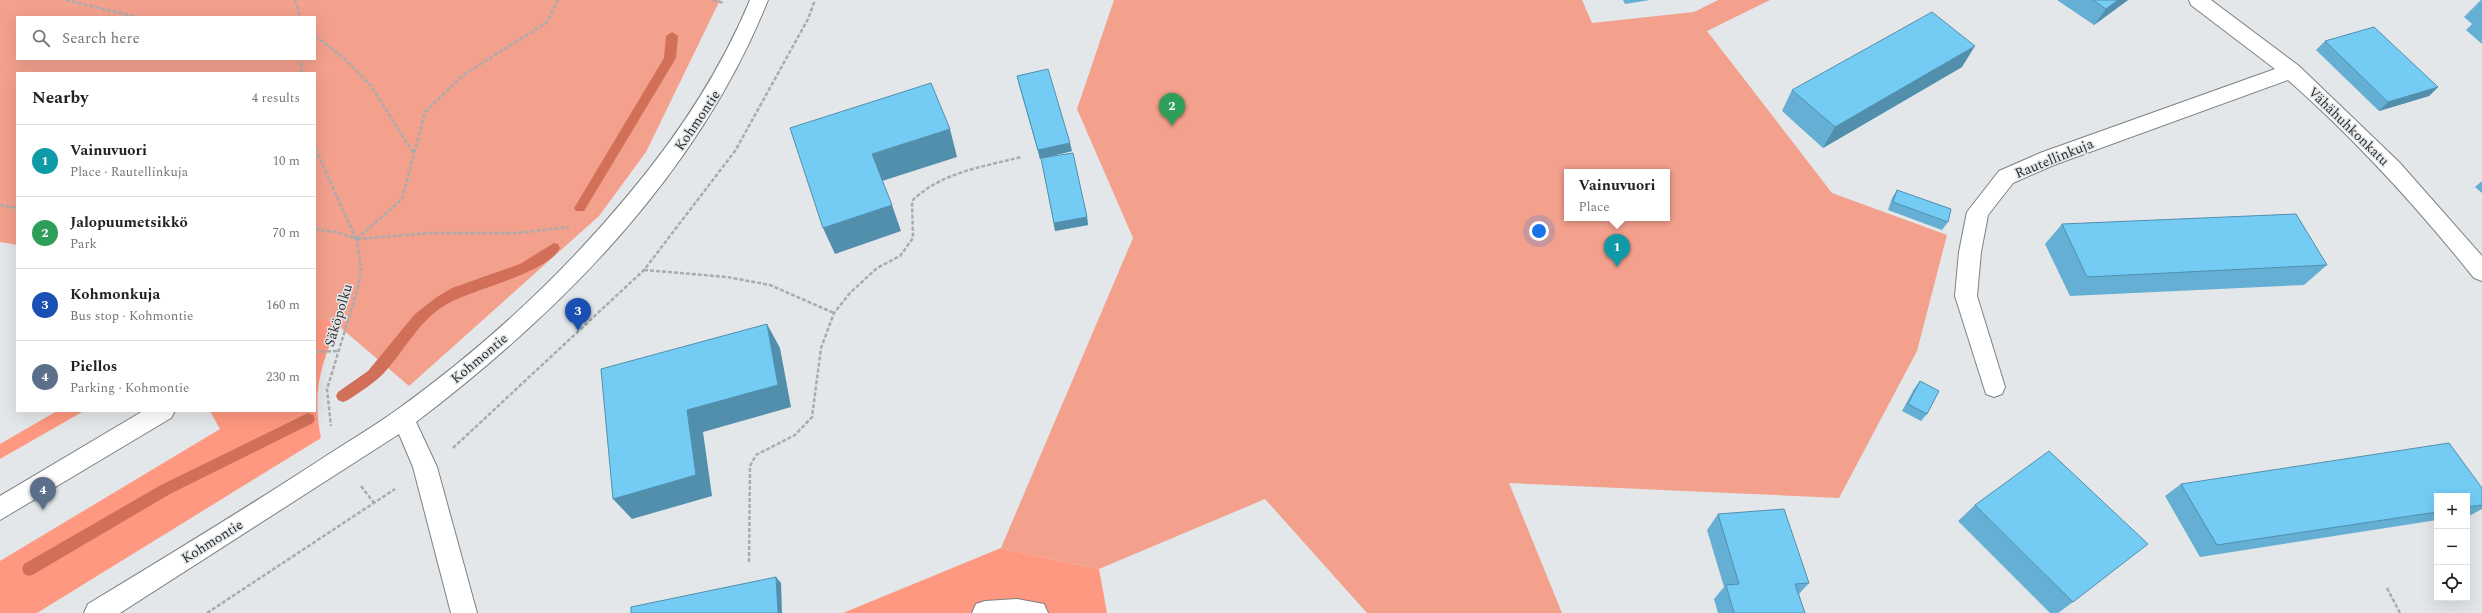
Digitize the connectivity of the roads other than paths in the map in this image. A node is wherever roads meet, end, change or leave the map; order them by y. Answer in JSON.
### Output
{"nodes":[{"id":1,"x":759,"y":0,"type":"edge"},
{"id":2,"x":2198,"y":0,"type":"edge"},
{"id":3,"x":2292,"y":71,"type":"junction"},
{"id":4,"x":2482,"y":272,"type":"edge"},
{"id":5,"x":1994,"y":387,"type":"dead end"},
{"id":6,"x":161,"y":412,"type":"edge"},
{"id":7,"x":403,"y":418,"type":"junction"},
{"id":8,"x":0,"y":509,"type":"edge"},
{"id":9,"x":97,"y":613,"type":"edge"},
{"id":10,"x":464,"y":613,"type":"edge"},
{"id":11,"x":985,"y":613,"type":"edge"},
{"id":12,"x":1035,"y":613,"type":"edge"}],
"edges":[{"from":1,"to":7,"type":"street","name":"Kohmontie"},
{"from":2,"to":3,"type":"street","name":"Vähähuhkonkatu"},
{"from":3,"to":4,"type":"street","name":"Vähähuhkonkatu"},
{"from":3,"to":5,"type":"street","name":"Rautellinkuja"},
{"from":6,"to":8,"type":"street"},
{"from":7,"to":9,"type":"street","name":"Kohmontie"},
{"from":7,"to":10,"type":"street"},
{"from":11,"to":12,"type":"street"}]}
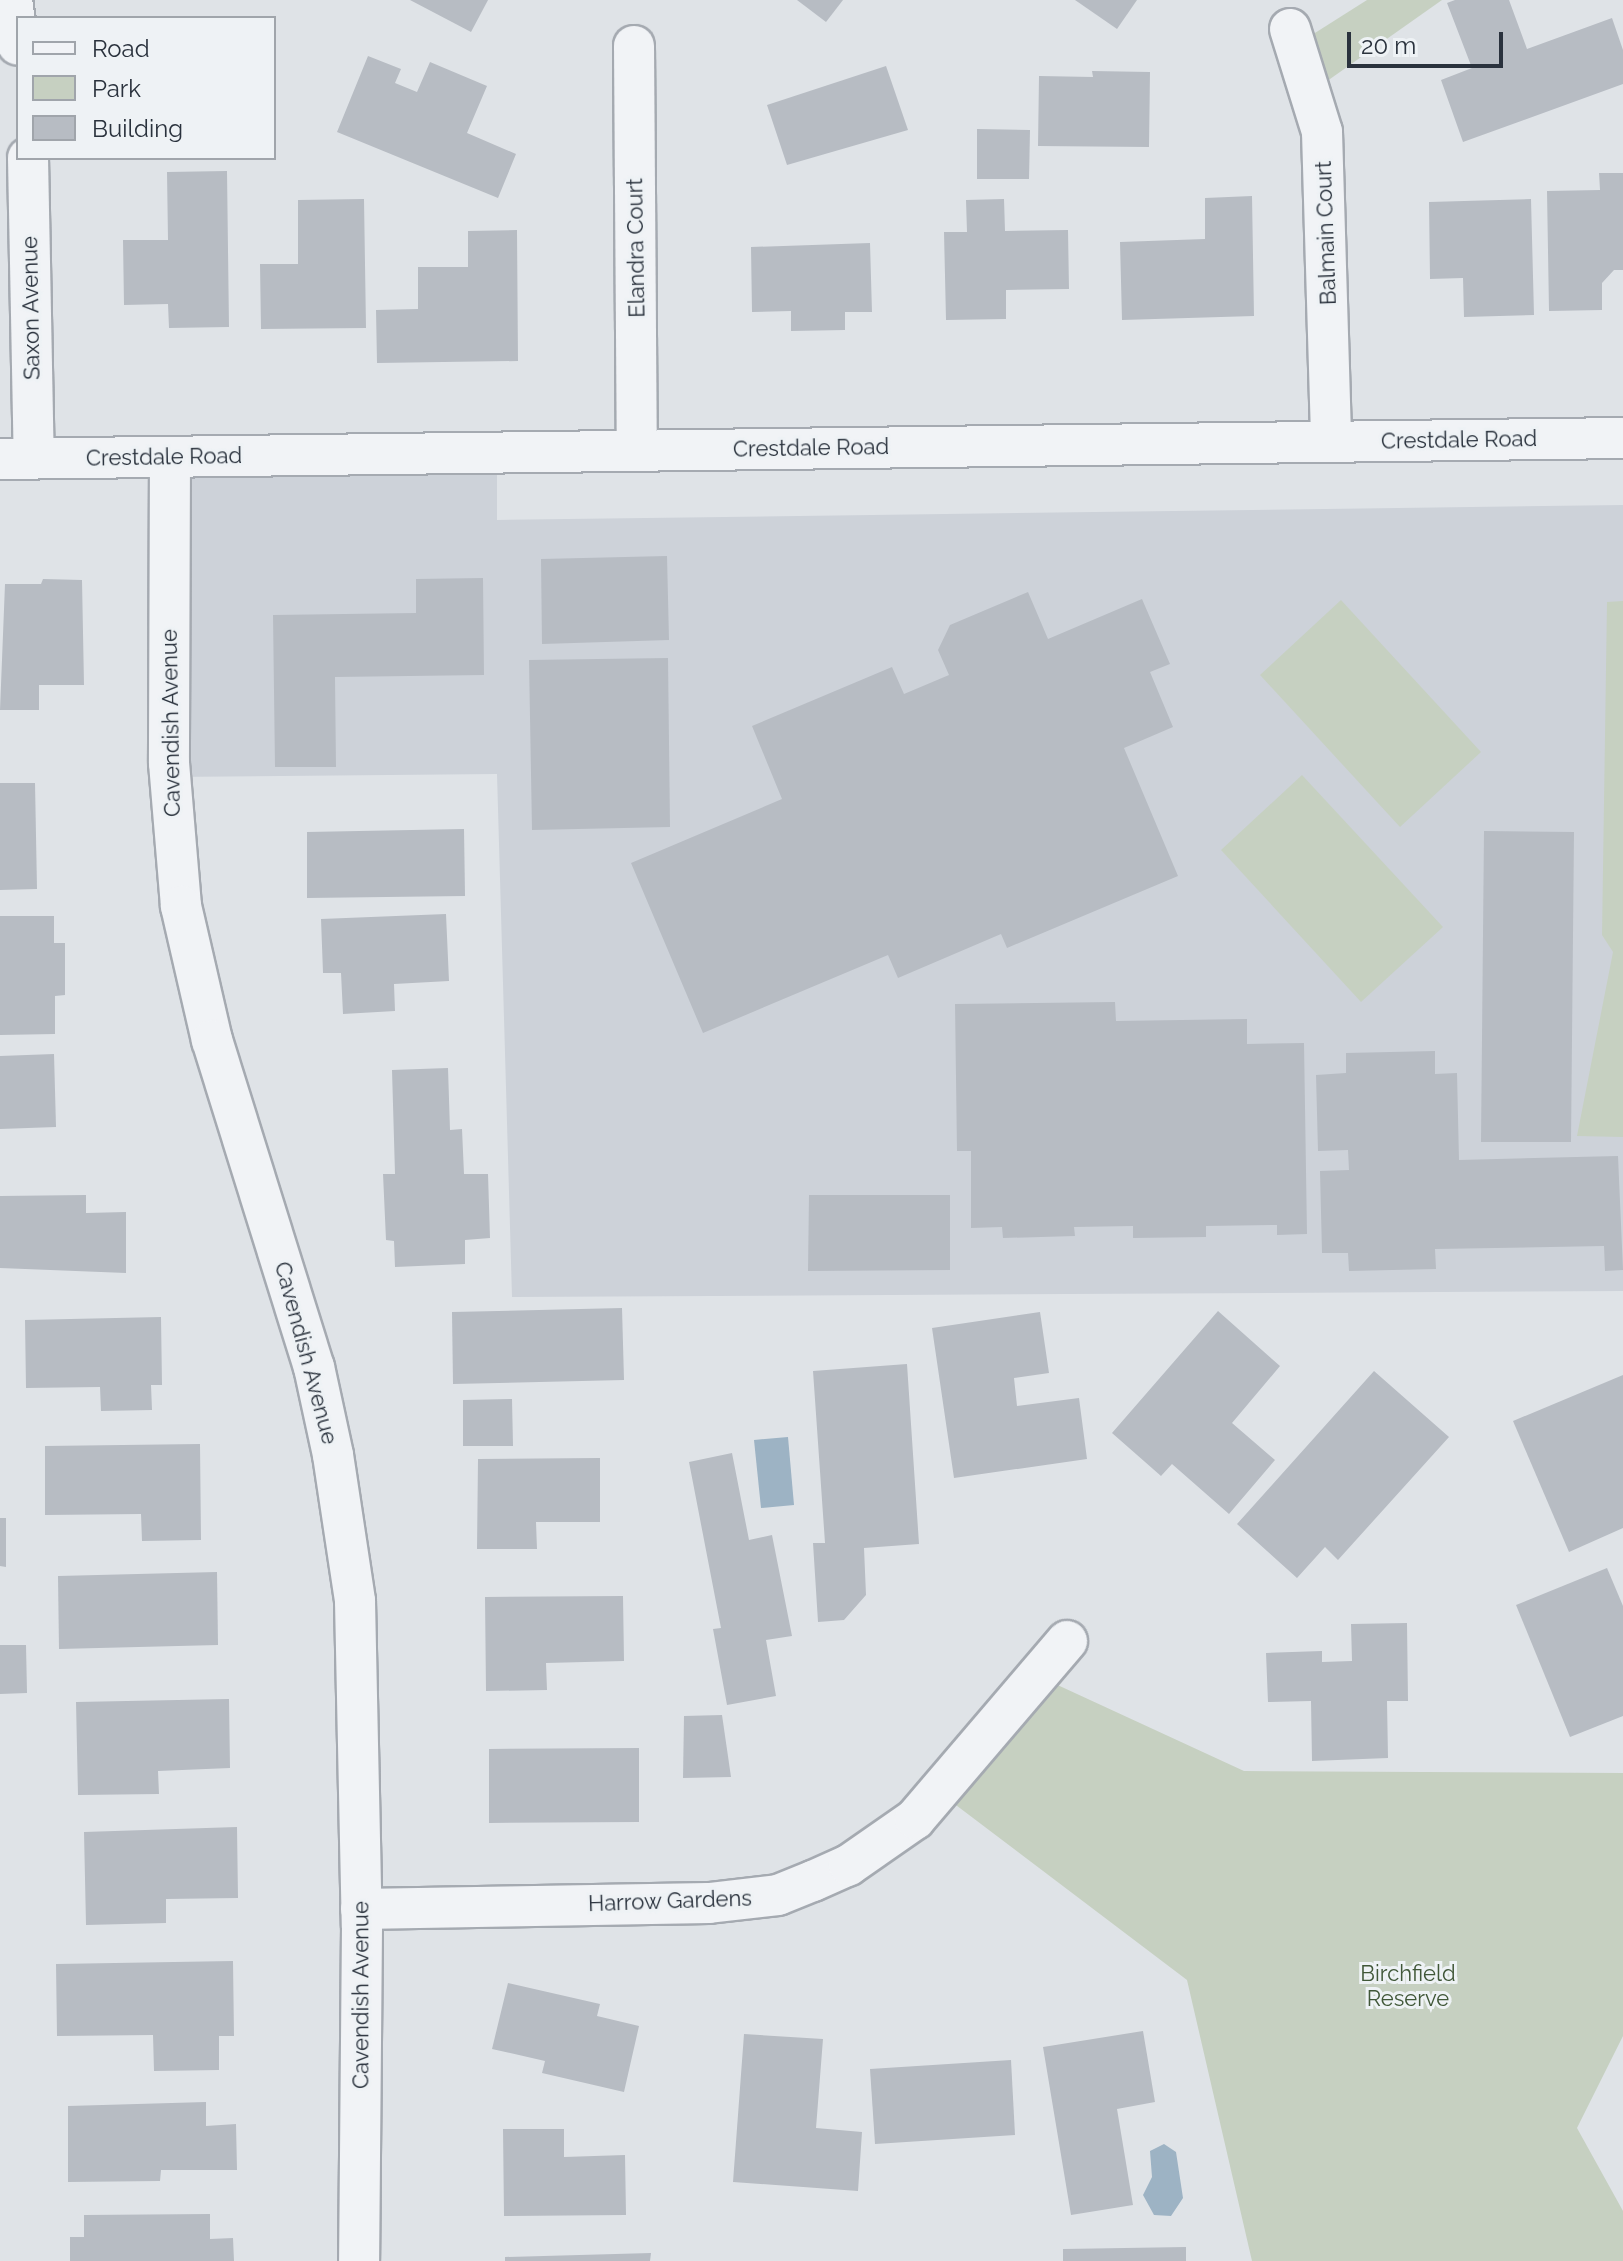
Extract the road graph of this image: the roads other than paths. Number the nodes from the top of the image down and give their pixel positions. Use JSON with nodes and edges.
{"nodes":[{"id":1,"x":12,"y":0,"type":"edge"},
{"id":2,"x":1290,"y":29,"type":"dead end"},
{"id":3,"x":16,"y":30,"type":"edge"},
{"id":4,"x":634,"y":46,"type":"dead end"},
{"id":5,"x":28,"y":160,"type":"edge"},
{"id":6,"x":1623,"y":438,"type":"edge"},
{"id":7,"x":1331,"y":442,"type":"junction"},
{"id":8,"x":637,"y":450,"type":"junction"},
{"id":9,"x":170,"y":457,"type":"junction"},
{"id":10,"x":17,"y":458,"type":"edge"},
{"id":11,"x":1067,"y":1641,"type":"dead end"},
{"id":12,"x":361,"y":1909,"type":"junction"},
{"id":13,"x":359,"y":2261,"type":"edge"}],
"edges":[{"from":1,"to":3,"type":"street"},
{"from":2,"to":7,"type":"street","name":"Balmain Court"},
{"from":4,"to":8,"type":"street","name":"Elandra Court"},
{"from":5,"to":10,"type":"street","name":"Saxon Avenue"},
{"from":6,"to":7,"type":"street","name":"Crestdale Road"},
{"from":7,"to":8,"type":"street","name":"Crestdale Road"},
{"from":8,"to":9,"type":"street","name":"Crestdale Road"},
{"from":9,"to":10,"type":"street","name":"Crestdale Road"},
{"from":9,"to":12,"type":"street","name":"Cavendish Avenue"},
{"from":11,"to":12,"type":"street","name":"Harrow Gardens"},
{"from":12,"to":13,"type":"street","name":"Cavendish Avenue"}]}
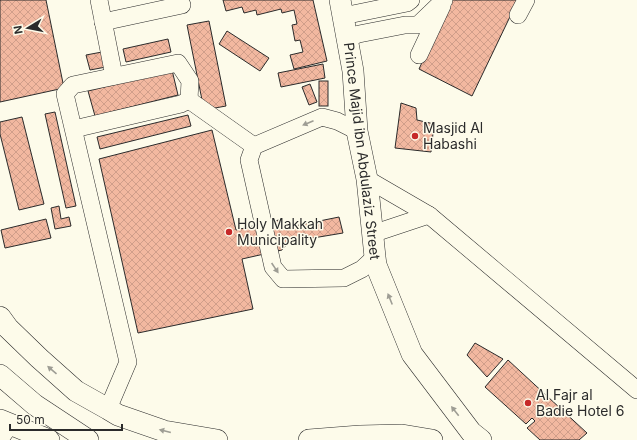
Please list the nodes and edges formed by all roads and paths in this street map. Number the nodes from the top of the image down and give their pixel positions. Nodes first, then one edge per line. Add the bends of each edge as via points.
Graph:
1 (99, 0) edge
2 (411, 0) edge
3 (445, 0) edge
4 (182, 5) dead end
5 (342, 8) edge
6 (103, 22) junction
7 (347, 38) junction
8 (419, 55) dead end
9 (114, 76) junction
10 (189, 100) junction
11 (74, 130) junction
12 (357, 131) junction
13 (254, 146) junction
14 (366, 179) junction
15 (429, 215) junction
16 (372, 234) junction
17 (375, 257) junction
18 (0, 317) edge
19 (0, 375) edge
20 (637, 390) edge
21 (108, 409) junction
22 (3, 428) edge
23 (49, 440) edge
24 (88, 440) edge
25 (218, 440) edge
26 (309, 440) edge
27 (432, 440) edge
28 (481, 440) edge

1 - 6 street
2 - 5 street
3 - 7 street via 418,25 406,25
3 - 8 street
4 - 6 street
5 - 7 main road, Prince Majid ibn Abdulaziz Street
6 - 9 street
7 - 12 main road, Prince Majid ibn Abdulaziz Street via 353,71
9 - 10 street via 178,63 190,81
9 - 11 street via 73,85 66,94
10 - 11 street
10 - 13 street
11 - 21 street via 128,362
12 -> 13 street via 322,117
12 - 14 main road, Prince Majid ibn Abdulaziz Street
13 -> 17 street via 249,160 272,267 284,279 344,278 362,269
14 - 15 street
14 - 16 main road, Prince Majid ibn Abdulaziz Street
15 - 16 street
15 - 20 street
16 - 17 main road, Prince Majid ibn Abdulaziz Street
28 -> 17 main road, Prince Majid ibn Abdulaziz Street via 471,432 412,354
21 -> 18 main road via 76,391 8,328
19 - 24 main road via 35,405
25 -> 21 main road via 164,431
22 - 23 main road
26 - 27 main road via 402,434

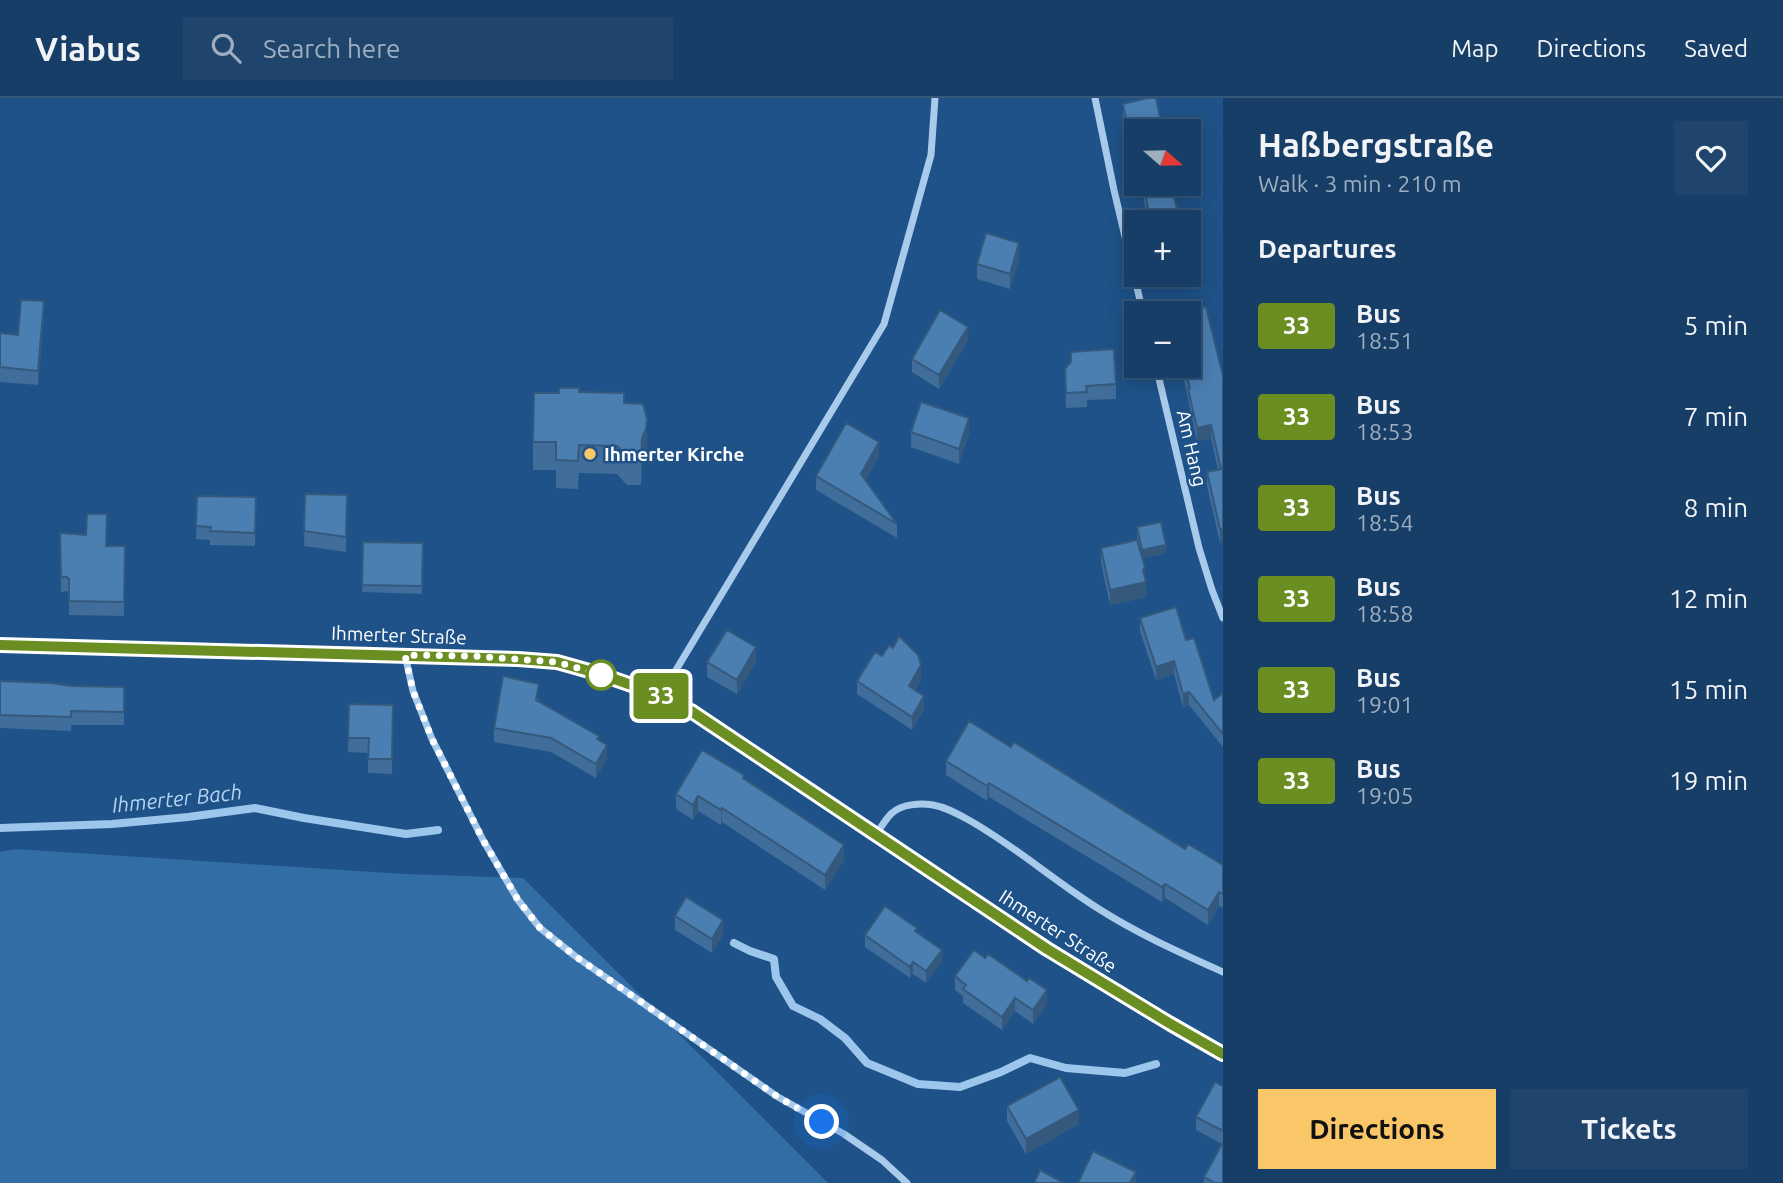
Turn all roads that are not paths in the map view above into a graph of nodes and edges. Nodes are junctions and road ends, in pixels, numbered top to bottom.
1 (935, 98) edge
2 (1096, 98) edge
3 (1140, 301) edge
4 (1159, 378) edge
5 (1223, 618) edge
6 (0, 645) edge
7 (405, 655) junction
8 (660, 695) junction
9 (876, 834) junction
10 (1223, 972) edge
11 (1223, 1054) edge
12 (907, 1183) edge

1 - 8 street
2 - 3 street
4 - 5 street, Am Hang
6 - 7 main road, Ihmerter Straße
7 - 8 main road, Ihmerter Straße
7 - 12 street
8 - 9 main road, Ihmerter Straße
9 - 10 street
9 - 11 main road, Ihmerter Straße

■ ■ ■

THE TASK — Copy exactly the lines that run from the one containing "Turn all roads" to the last line of the listing, both included, and nothing more.

FINISHED TASK —
Turn all roads that are not paths in the map view above into a graph of nodes and edges. Nodes are junctions and road ends, in pixels, numbered top to bottom.
1 (935, 98) edge
2 (1096, 98) edge
3 (1140, 301) edge
4 (1159, 378) edge
5 (1223, 618) edge
6 (0, 645) edge
7 (405, 655) junction
8 (660, 695) junction
9 (876, 834) junction
10 (1223, 972) edge
11 (1223, 1054) edge
12 (907, 1183) edge

1 - 8 street
2 - 3 street
4 - 5 street, Am Hang
6 - 7 main road, Ihmerter Straße
7 - 8 main road, Ihmerter Straße
7 - 12 street
8 - 9 main road, Ihmerter Straße
9 - 10 street
9 - 11 main road, Ihmerter Straße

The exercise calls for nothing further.